Lots of folks will be mad, but removing multiple mapping types is a nice change too. It was a feature that never really made sense. Index-per-type was always the better strategy, even going back to the 0.23 days.
As others in this thread will no doubt point out though - the ES folks are moving awfully fast. I still support 1.7.5 clusters that will take heroic efforts to update. I'd love to use the new features on those clusters, but there simply isn't a valid business case to take on the risk. This isn't like small NPM packages that you can update on a whim - some of these systems require terabytes of re-indexing to upgrade :/
The way Elasticsearch is going though looks promising. With sorted indices, single mapping type and the other changes we might give it another try after switching to Algolia.
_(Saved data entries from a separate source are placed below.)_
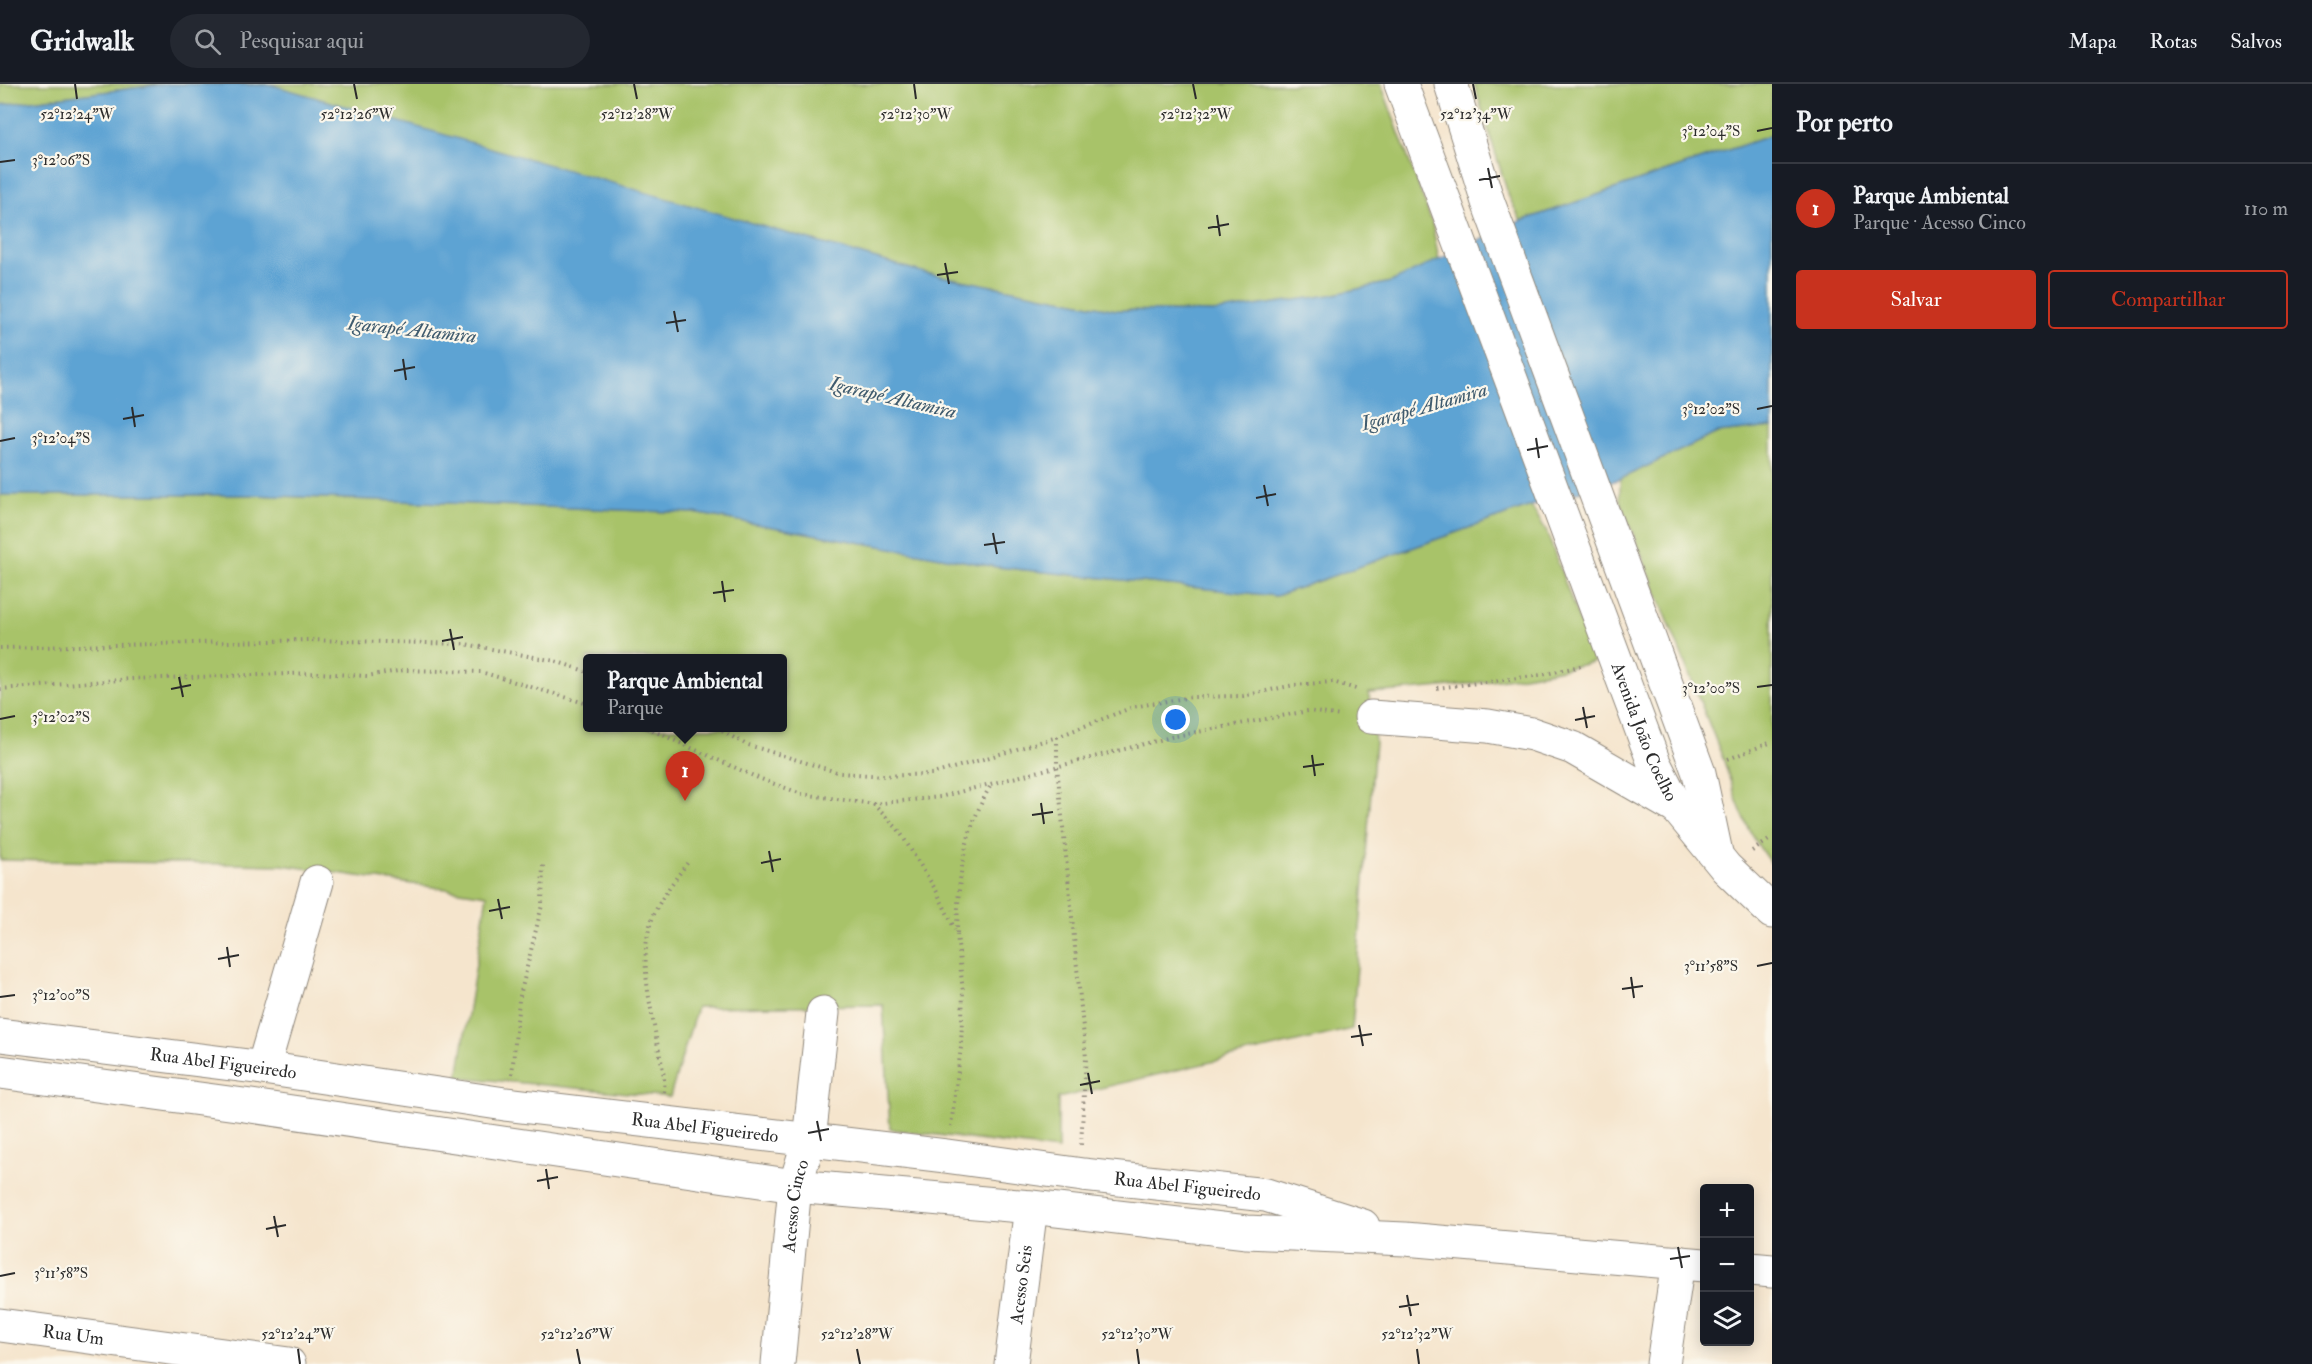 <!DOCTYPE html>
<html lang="pt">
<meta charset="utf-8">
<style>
body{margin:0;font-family:"IM FELL Double Pica",serif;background:#242831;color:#f1f3f6}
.controls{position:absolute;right:18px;bottom:18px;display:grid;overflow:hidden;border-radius:6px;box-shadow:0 3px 15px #0003}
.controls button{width:54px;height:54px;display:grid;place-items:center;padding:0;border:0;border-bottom:2px solid #363941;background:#171b24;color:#f1f3f6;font:30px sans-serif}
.you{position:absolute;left:1176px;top:636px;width:21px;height:21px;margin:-15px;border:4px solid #fff;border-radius:50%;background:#1a73e8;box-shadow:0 0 0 9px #1a73e833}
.badge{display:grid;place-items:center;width:39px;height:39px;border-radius:50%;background:#c8321e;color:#fff;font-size:20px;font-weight:700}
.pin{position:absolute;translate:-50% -50px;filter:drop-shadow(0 2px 3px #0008)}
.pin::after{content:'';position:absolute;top:32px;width:21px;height:18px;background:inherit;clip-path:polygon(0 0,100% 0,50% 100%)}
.popup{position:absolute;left:583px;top:570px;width:204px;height:78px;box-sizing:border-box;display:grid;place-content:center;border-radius:6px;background:#171b24;filter:drop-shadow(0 2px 4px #0005);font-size:20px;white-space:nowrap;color:#9ea1a6}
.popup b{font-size:22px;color:#f1f3f6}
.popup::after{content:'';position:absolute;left:50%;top:100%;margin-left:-12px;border:12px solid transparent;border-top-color:#171b24}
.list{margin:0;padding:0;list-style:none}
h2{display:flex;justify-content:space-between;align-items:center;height:78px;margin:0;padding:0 24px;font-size:26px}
h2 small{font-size:20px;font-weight:400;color:#9ea1a6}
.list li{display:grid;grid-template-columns:39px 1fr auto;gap:18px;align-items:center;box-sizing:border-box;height:90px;padding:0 24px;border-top:2px solid #363941}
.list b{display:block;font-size:22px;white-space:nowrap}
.list p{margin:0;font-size:20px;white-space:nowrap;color:#9ea1a6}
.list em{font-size:20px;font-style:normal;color:#9ea1a6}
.actions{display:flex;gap:12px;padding:18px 24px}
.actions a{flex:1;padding:14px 0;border:2px solid #c8321e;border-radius:6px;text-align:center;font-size:21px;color:#c8321e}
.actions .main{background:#c8321e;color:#fff}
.icon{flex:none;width:33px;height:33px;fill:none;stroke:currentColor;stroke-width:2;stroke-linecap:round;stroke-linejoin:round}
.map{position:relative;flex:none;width:1772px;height:1280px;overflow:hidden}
header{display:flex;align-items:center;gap:36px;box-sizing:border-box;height:84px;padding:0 30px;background:#171b24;border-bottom:2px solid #363941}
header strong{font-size:28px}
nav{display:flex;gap:33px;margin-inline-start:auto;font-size:21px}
.search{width:420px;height:54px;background:#242831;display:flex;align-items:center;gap:15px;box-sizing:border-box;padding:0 21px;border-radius:33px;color:#9ea1a6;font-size:22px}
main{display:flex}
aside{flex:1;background:#171b24}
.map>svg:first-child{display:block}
.green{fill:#a8c369;stroke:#6a774a;stroke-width:1.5;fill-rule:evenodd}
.water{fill:#5da3d3;stroke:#44677f;stroke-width:1.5}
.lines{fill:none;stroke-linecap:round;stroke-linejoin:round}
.minor-casing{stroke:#90887c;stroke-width:35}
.tertiary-casing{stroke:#90887c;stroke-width:35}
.path{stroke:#90887c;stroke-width:4;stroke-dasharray:1.5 4.5;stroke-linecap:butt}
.minor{stroke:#fff;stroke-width:33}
.tertiary{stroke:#fff;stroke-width:33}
.ticks{fill:none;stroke:#2b2b2b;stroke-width:2}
.labels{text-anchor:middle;stroke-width:4.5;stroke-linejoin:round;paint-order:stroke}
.street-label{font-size:18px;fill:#2b2b2b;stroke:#fbf7ec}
.water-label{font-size:20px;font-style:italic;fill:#3f5b6e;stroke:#fbf7ec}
.ticks-label{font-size:15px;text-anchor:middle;fill:#2b2b2b;stroke:#fbf7ec;stroke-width:4.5;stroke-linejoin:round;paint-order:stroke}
</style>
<header>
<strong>Gridwalk</strong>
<div class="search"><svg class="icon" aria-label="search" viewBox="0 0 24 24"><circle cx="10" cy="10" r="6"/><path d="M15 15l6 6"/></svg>Pesquisar aqui</div>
<nav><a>Mapa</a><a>Rotas</a><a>Salvos</a></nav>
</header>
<main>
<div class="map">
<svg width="1772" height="1280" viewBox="0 0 1772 1280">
<rect width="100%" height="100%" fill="#fbf7ec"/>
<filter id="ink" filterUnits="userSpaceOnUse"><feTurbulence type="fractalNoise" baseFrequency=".0167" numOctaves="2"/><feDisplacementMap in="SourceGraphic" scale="12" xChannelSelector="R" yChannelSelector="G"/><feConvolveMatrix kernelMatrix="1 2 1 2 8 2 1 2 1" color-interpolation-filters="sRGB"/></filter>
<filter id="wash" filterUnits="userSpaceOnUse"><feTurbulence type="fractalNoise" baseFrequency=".008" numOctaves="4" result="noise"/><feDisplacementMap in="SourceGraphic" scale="24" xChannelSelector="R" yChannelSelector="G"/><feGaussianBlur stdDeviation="1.35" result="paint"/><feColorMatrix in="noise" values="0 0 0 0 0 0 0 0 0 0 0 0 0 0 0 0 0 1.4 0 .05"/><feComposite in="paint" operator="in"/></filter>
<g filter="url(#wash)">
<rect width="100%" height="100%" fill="#f5e5cd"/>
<path class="green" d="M0,0H1381L1432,139L1439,176L1391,198L1330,211L1213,228L1116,226L925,189L639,107L166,0L0,21Z
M1474,0H1772V51L1521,137L1509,113Z
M1772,343V781C1747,750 1735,714 1724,677L1620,417V395L1717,349Z
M0,411H253L694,429L997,483L1276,512L1531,422L1546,446L1594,578C1519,596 1445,604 1369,609L1375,658L1352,945L1058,1014V1066L890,1045L883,921L697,923L670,1013L458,993L487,811L282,781L0,776ZM588,574H783V644H588Z"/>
<path class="water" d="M166,0L272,1L925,189L1116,226L1213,228L1330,211L1391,198L1521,137L1772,51V343L1717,349L1620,395L1531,422L1276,512L997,483L694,429L253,411H0V21Z"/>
</g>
<g filter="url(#ink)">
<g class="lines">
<g class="minor-casing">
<g id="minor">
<path d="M1371,633L1488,642L1532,650L1573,664L1677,724L1692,727"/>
<path d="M263,984L317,798"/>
<path id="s1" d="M0,1241L289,1280"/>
<path id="s2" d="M778,1280L795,1102L809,1056L823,929"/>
<path id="s3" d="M1011,1280L1031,1123"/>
<path d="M1663,1280L1678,1178"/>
</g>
</g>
<g class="tertiary-casing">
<g id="tertiary">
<path id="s4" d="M1401,0L1654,679L1677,724L1726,784L1772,828"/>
<path d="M1451,0L1488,118L1699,689L1716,769"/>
<path id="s5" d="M0,951L263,984L505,1020L946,1072L1083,1091L1266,1111L1363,1142"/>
<path d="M0,988L244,1021L795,1102L1031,1123L1247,1148L1405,1155L1704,1181"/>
<path d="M1750,1185L1772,1187"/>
</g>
</g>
<path class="path" d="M0,564L308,556L465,560L555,577L588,588
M1437,604L1542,591L1584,581
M0,605L132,595L318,589L367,592L404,586L481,588L588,620
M647,644L758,694L802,710L873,720L940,713L1171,653L1308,627L1341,632
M717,644L745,660L840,689L885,692L933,690L1057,653L1133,623L1191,613L1243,612L1294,601L1333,598L1356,605
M1057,653V682L1086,974L1081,1061
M1728,675L1772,658
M873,720L898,745L937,808L957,850L963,908L961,963L951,1042
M1752,767L1772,754
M957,849C958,794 963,749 991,701
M512,990L519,916L542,821L543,779
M664,1008C666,991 659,970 656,953C649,912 636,864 657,824C665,808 677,793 688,778"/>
<use href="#minor" class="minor"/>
<use href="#tertiary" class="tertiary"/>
</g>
</g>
<path class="ticks" d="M75,0L77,15M354,0L357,15M634,0L637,15M914,0L916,15M1193,0L1196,15M1473,0L1476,15M1757,47L1772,44M0,78L15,76M1488,84L1492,104M1479,96L1500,92M1217,131L1220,152M1208,144L1229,140M945,179L949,200M937,191L958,188M674,227L678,248M666,239L686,236M403,275L406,296M394,287L415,283M132,323L135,343M1757,325L1772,322M123,335L144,331M1536,354L1539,374M0,357L15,354M1527,366L1548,362M1264,401L1268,422M1256,414L1276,410M993,449L997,470M984,461L1005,458M722,497L725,518M713,509L734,506M450,545L454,566M442,557L463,553M179,593L183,613M1757,603L1772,601M171,605L191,601M1583,623L1587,644M0,635L15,632M1575,636L1595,632M1312,671L1315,692M1303,683L1324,680M1041,719L1044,740M1032,731L1053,728M769,767L773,788M761,779L781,775M498,815L502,835M489,827L510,823M227,863L230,883M218,875L239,871M1757,882L1772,879M1631,893L1634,914M1622,905L1643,902M0,913L15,911M1359,941L1363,962M1351,953L1372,950M1088,989L1092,1010M1080,1001L1100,997M817,1037L821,1057M808,1049L829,1045M546,1085L549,1105M537,1097L558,1093M274,1132L278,1153M266,1145L286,1141M1678,1163L1682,1184M1670,1175L1690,1172M0,1192L15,1189M1407,1211L1411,1232M1399,1223L1419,1220M298,1265L300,1280M577,1265L580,1280M857,1265L860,1280M1137,1265L1139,1280M1417,1265L1419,1280"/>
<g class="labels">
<g class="street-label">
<text dy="6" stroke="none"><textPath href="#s4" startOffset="692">Avenida João Coelho</textPath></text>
<text dy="6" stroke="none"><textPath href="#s5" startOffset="225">Rua Abel Figueiredo</textPath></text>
<text dy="6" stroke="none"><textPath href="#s5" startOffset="711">Rua Abel Figueiredo</textPath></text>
<text dy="6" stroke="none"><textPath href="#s5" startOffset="1197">Rua Abel Figueiredo</textPath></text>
<text dy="6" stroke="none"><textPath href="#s2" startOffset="159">Acesso Cinco</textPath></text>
<text dy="6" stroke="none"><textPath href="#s3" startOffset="80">Acesso Seis</textPath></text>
<text dy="6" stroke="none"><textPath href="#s1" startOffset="74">Rua Um</textPath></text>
</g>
<g class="water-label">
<text transform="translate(412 245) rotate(6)" y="7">Igarapé Altamira</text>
<text transform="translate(893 313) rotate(13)" y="7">Igarapé Altamira</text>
<text transform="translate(1424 322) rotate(-16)" y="7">Igarapé Altamira</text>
</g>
</g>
<g class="ticks-label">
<text x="77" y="35">52°12'24"W</text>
<text x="357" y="35">52°12'26"W</text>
<text x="637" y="35">52°12'28"W</text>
<text x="916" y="35">52°12'30"W</text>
<text x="1196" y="35">52°12'32"W</text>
<text x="1476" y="35">52°12'34"W</text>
<text x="1711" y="52">3°12'04"S</text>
<text x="61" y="81">3°12'06"S</text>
<text x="1711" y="330">3°12'02"S</text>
<text x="61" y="359">3°12'04"S</text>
<text x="1711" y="609">3°12'00"S</text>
<text x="61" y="638">3°12'02"S</text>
<text x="1711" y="887">3°11'58"S</text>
<text x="61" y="916">3°12'00"S</text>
<text x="61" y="1194">3°11'58"S</text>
<text x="298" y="1255">52°12'24"W</text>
<text x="577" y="1255">52°12'26"W</text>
<text x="857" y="1255">52°12'28"W</text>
<text x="1137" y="1255">52°12'30"W</text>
<text x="1417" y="1255">52°12'32"W</text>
</g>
</svg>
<div class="controls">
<button>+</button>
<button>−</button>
<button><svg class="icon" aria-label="layers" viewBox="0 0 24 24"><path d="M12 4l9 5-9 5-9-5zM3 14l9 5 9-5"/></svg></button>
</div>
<div class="you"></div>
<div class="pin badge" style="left:685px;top:717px">1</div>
<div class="popup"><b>Parque Ambiental</b>Parque</div>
</div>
<aside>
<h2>Por perto<small></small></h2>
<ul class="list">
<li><span class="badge">1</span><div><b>Parque Ambiental</b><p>Parque · Acesso Cinco</p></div><em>110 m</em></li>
</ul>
<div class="actions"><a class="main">Salvar</a><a>Compartilhar</a></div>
</aside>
</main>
Is there a safe way now to query Elasticsearch directly without the need to go via proxy scripts on the server? This just adds so much overhead to the queries compared to Algolia.
I can not give a timeframe, but it is one of the top features on the ES roadmap. :)
Source: I am an engineer working on this feature.
This works pretty well already if you are running on your own hardware and have a good network. We've been running a three data center setup across the US for four years. Next year we may extend it across the Atlantic.
But querying from a publicly facing front end would be a poor idea - would you expose a database directly to the front end?
It is a fantastic idea to call the index directly from the frontend and could be solved with a read only type of index or api key with read only scope.
The current design with an unnecessary security layer outside of Elasticsearch is a poor idea adding too much administrative overhead and ridiculous latency.
More charitably, I can understand why they felt the need to make a hard break, but difficult upgrades plus fast release cycle means a fair bit of friction.
The no downtime upgrades will be nice, but on a big production system, I wouldn't feel comfortable upgrading major versions every 6 months.
It feels from the discussion of the github issues that this was something that had caused some elastic developers pain and they decided to kill it.
There were two fundamental problems: 1) types had different mappings which was confusing since internally it's the same index and there is only one mapping. 2) for the use case where you have one type per index, you still had to arbitrarily create a "type".
It could have been done by:
1) making the mapping definition only at the index level - there's no such thing as a mapping for a type (this is how it works internally anyway.)
2) with a "type" field being optional and specified via a query string instead of url path. This would have left all the internals alone. Eg, there could have still be an internal meta "_type" field which would have had the default value of "default" or something. For those people that needed multiple types, specifically for more complex parent-child, they still could have done it.
The current approach is far more complicated because the have to change the internals to support both the new and old way during the transition and deal with a lot of internal things breaking because everything expects a "_type". You can checkout the github issues and see the work involved.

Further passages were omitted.